Which lines of the entries below include "Sandling"? List them all.
─── Records to use
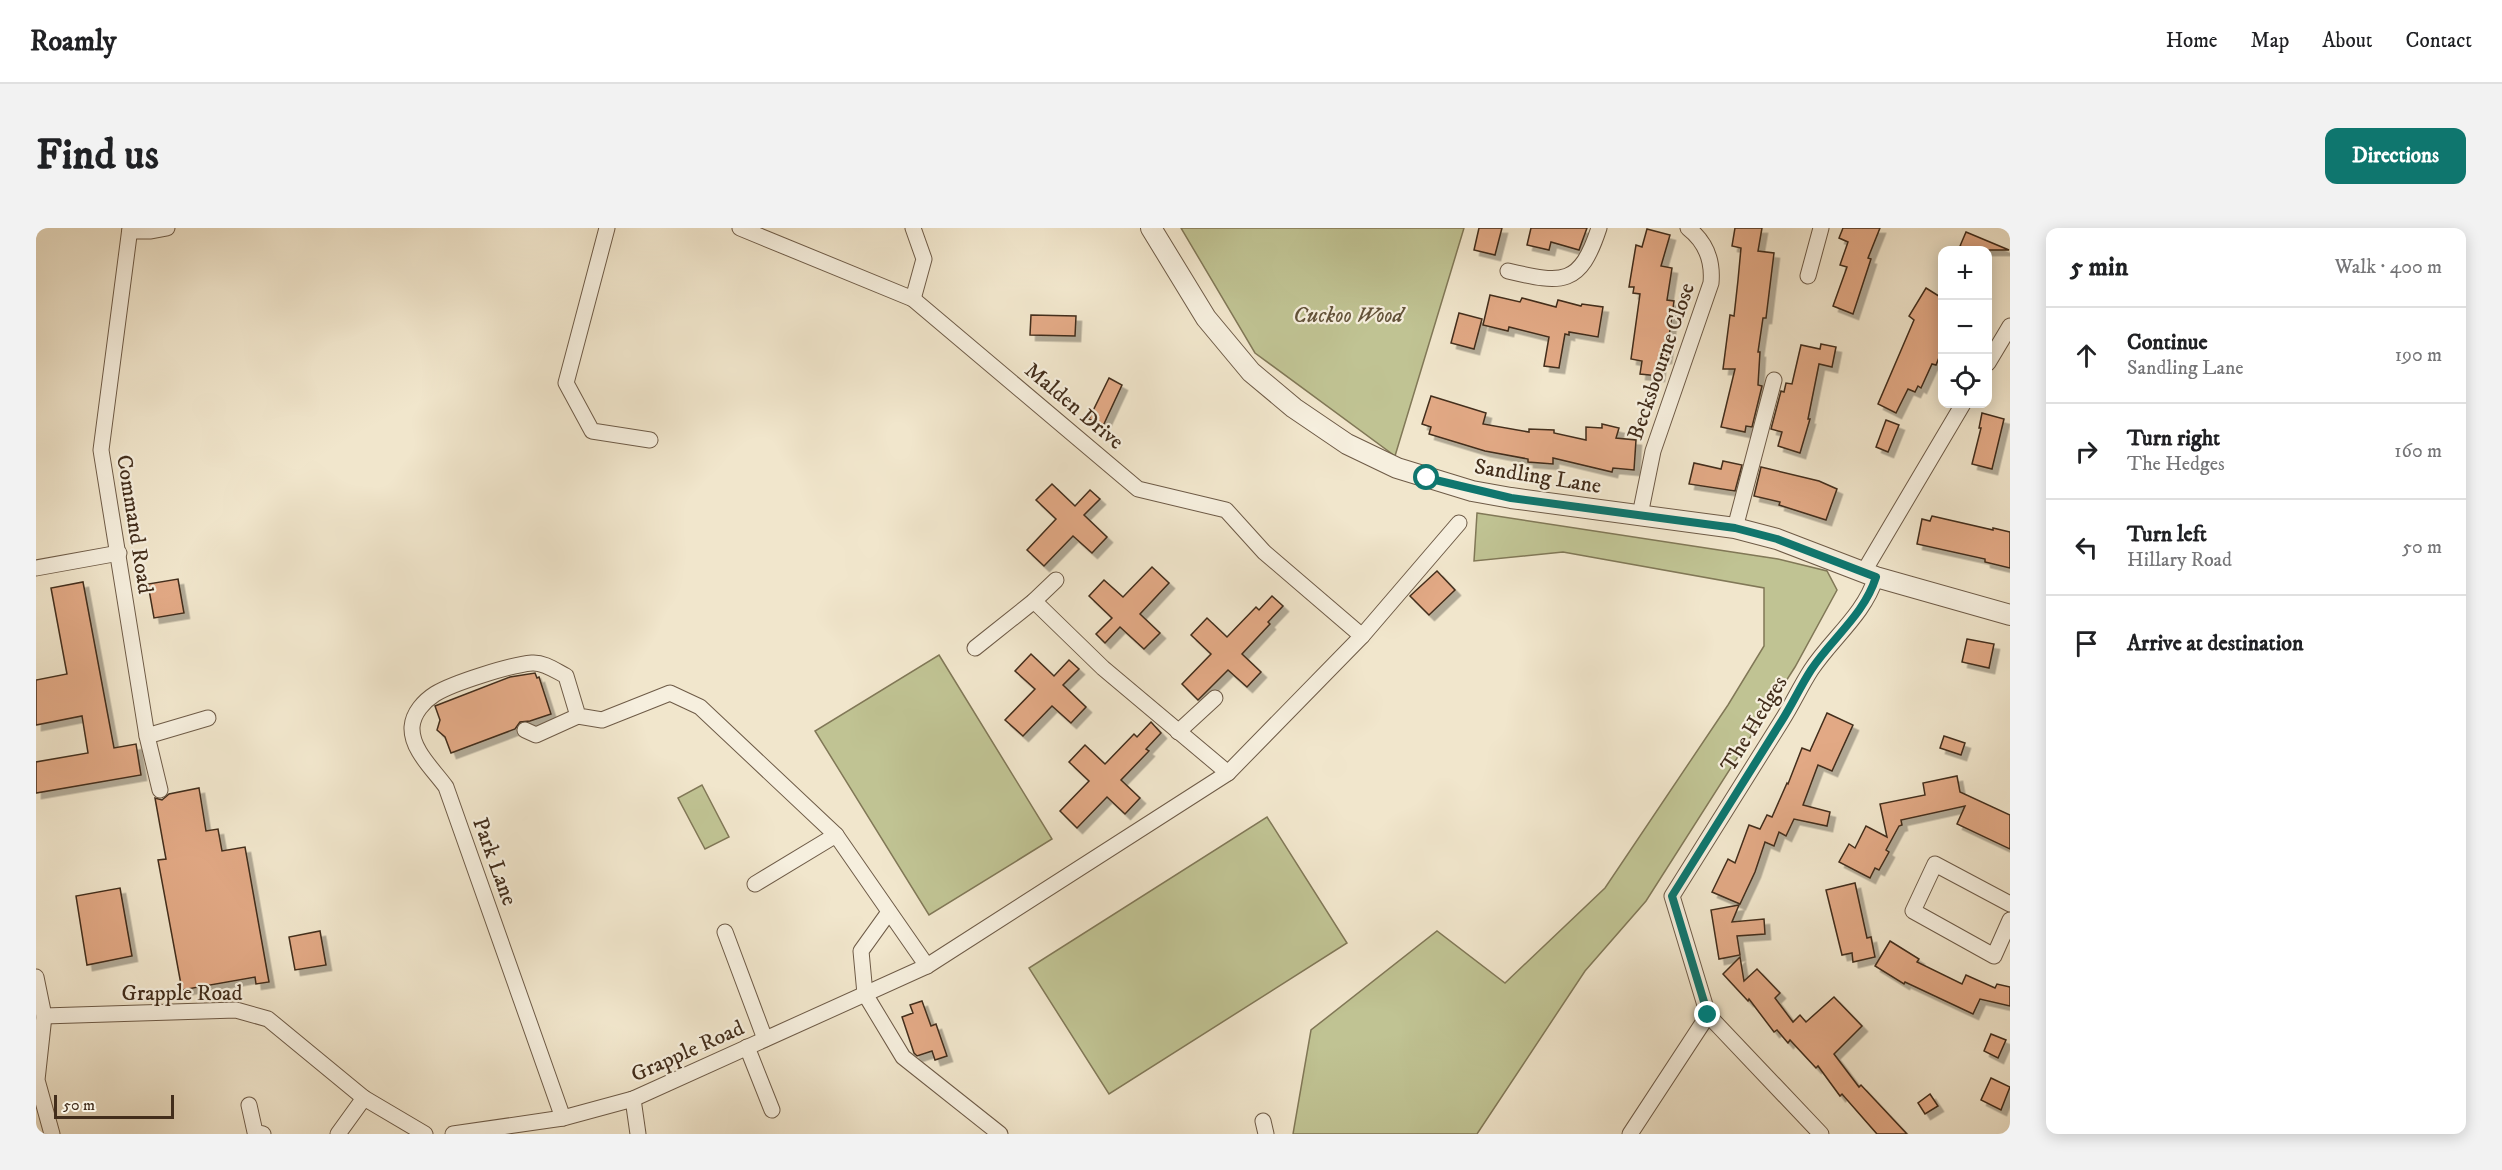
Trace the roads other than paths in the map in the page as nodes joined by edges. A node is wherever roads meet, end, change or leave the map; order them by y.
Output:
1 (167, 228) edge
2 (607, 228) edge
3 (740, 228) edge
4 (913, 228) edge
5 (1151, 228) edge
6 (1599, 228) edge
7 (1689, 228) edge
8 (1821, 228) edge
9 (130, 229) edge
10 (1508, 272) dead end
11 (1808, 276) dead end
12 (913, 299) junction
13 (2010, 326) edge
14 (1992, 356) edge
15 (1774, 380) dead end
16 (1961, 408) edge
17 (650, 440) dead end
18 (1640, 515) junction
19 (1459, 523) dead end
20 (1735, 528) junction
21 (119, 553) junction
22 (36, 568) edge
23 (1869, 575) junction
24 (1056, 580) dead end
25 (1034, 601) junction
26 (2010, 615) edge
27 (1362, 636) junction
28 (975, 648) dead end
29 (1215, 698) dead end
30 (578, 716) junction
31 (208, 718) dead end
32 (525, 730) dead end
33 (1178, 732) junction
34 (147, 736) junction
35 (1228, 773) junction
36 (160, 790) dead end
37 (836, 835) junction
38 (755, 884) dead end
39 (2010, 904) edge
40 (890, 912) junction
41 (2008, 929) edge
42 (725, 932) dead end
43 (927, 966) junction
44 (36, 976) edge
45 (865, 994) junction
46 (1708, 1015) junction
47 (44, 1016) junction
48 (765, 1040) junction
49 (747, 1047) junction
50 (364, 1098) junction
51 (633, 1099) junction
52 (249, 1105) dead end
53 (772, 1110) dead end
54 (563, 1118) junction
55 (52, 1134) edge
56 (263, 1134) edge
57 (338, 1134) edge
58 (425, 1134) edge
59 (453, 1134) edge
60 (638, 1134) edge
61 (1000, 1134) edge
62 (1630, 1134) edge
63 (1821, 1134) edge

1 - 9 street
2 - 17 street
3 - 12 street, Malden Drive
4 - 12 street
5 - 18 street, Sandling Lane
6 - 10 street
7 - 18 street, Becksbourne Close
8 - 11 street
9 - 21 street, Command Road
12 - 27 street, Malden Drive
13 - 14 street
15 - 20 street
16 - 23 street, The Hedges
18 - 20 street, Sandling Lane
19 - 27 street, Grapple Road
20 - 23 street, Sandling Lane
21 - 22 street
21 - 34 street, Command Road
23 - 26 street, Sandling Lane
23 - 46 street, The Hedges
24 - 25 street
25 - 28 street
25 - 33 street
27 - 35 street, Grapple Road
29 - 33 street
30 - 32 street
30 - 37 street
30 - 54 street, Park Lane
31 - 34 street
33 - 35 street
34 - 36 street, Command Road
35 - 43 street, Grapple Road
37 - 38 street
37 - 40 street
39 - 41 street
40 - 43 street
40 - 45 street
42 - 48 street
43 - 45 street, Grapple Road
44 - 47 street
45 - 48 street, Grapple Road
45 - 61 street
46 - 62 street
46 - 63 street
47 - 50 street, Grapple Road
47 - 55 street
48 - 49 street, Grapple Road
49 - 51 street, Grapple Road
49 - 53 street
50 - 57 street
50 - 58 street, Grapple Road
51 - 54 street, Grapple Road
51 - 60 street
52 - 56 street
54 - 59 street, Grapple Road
──────
• Reply to the exercise:
5 - 18 street, Sandling Lane
18 - 20 street, Sandling Lane
20 - 23 street, Sandling Lane
23 - 26 street, Sandling Lane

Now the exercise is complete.